_What to do_. Whichever lines of the material contain "road", copy each of them.

_Information_.
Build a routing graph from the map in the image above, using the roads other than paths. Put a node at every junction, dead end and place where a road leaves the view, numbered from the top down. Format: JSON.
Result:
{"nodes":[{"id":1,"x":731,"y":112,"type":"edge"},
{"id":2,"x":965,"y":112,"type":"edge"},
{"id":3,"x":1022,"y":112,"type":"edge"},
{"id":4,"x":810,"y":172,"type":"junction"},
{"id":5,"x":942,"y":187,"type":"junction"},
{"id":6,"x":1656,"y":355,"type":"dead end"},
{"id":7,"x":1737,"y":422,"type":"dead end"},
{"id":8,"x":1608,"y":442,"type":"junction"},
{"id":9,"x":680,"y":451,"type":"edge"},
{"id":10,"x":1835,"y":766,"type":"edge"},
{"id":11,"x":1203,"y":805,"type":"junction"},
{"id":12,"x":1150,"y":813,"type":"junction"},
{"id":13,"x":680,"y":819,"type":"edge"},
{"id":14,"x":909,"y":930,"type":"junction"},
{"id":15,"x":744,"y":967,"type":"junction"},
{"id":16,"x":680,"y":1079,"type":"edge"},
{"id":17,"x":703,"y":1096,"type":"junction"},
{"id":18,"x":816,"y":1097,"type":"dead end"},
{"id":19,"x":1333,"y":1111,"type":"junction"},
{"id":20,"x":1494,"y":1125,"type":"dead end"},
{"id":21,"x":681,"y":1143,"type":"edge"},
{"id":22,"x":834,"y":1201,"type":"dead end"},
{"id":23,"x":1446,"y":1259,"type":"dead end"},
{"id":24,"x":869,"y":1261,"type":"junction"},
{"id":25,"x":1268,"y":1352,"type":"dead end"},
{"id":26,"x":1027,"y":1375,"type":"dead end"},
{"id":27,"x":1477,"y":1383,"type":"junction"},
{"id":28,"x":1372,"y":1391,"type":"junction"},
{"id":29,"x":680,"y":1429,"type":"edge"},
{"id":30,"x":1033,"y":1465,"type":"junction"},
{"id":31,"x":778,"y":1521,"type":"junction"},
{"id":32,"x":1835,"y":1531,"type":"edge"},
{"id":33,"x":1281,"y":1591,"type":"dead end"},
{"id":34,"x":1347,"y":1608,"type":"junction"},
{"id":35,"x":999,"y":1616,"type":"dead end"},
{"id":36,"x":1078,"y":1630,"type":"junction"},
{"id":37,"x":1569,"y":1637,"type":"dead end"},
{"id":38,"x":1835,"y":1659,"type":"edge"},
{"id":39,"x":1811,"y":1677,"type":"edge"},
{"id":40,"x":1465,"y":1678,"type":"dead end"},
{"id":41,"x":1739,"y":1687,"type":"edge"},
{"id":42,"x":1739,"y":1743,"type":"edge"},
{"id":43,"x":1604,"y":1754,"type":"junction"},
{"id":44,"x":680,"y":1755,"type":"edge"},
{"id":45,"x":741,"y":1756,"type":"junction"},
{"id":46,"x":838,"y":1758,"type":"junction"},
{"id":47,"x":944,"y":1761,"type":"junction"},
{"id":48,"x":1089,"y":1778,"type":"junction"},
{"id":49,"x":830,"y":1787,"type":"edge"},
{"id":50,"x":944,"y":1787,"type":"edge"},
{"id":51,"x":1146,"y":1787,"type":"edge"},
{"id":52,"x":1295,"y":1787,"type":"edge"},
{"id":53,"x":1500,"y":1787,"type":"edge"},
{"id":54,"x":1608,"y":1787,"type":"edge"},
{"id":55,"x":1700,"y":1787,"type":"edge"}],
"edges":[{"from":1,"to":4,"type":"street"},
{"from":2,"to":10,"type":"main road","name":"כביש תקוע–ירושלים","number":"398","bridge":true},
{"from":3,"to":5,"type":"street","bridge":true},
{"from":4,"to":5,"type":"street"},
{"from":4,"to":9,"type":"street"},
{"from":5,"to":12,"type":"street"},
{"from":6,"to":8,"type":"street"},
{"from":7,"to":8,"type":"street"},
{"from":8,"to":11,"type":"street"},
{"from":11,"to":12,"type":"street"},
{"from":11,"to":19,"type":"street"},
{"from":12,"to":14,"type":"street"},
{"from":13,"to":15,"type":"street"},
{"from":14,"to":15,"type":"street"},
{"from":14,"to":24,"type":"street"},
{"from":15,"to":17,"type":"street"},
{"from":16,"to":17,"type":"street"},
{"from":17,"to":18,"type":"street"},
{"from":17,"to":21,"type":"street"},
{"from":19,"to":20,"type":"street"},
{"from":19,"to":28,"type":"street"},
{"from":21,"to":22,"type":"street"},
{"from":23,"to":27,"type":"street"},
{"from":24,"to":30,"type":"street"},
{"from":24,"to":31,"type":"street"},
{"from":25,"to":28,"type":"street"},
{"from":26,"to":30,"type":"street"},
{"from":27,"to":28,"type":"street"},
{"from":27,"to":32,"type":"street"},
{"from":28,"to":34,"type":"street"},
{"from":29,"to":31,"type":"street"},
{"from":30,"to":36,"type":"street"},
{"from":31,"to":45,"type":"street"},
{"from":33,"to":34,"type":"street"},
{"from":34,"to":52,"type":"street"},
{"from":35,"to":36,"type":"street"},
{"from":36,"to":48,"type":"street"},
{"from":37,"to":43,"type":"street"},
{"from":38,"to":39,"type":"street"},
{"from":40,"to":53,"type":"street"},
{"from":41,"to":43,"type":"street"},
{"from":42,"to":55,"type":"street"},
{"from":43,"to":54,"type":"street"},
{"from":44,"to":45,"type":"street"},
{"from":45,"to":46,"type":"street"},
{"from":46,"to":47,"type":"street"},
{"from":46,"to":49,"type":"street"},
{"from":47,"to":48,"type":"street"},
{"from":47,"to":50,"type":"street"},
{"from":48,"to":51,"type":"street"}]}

_Response to this task_.
Build a routing graph from the map in the image above, using the roads other than paths. Put a node at every junction, dead end and place where a road leaves the view, numbered from the top down. Format: JSON.
{"from":2,"to":10,"type":"main road","name":"כביש תקוע–ירושלים","number":"398","bridge":true},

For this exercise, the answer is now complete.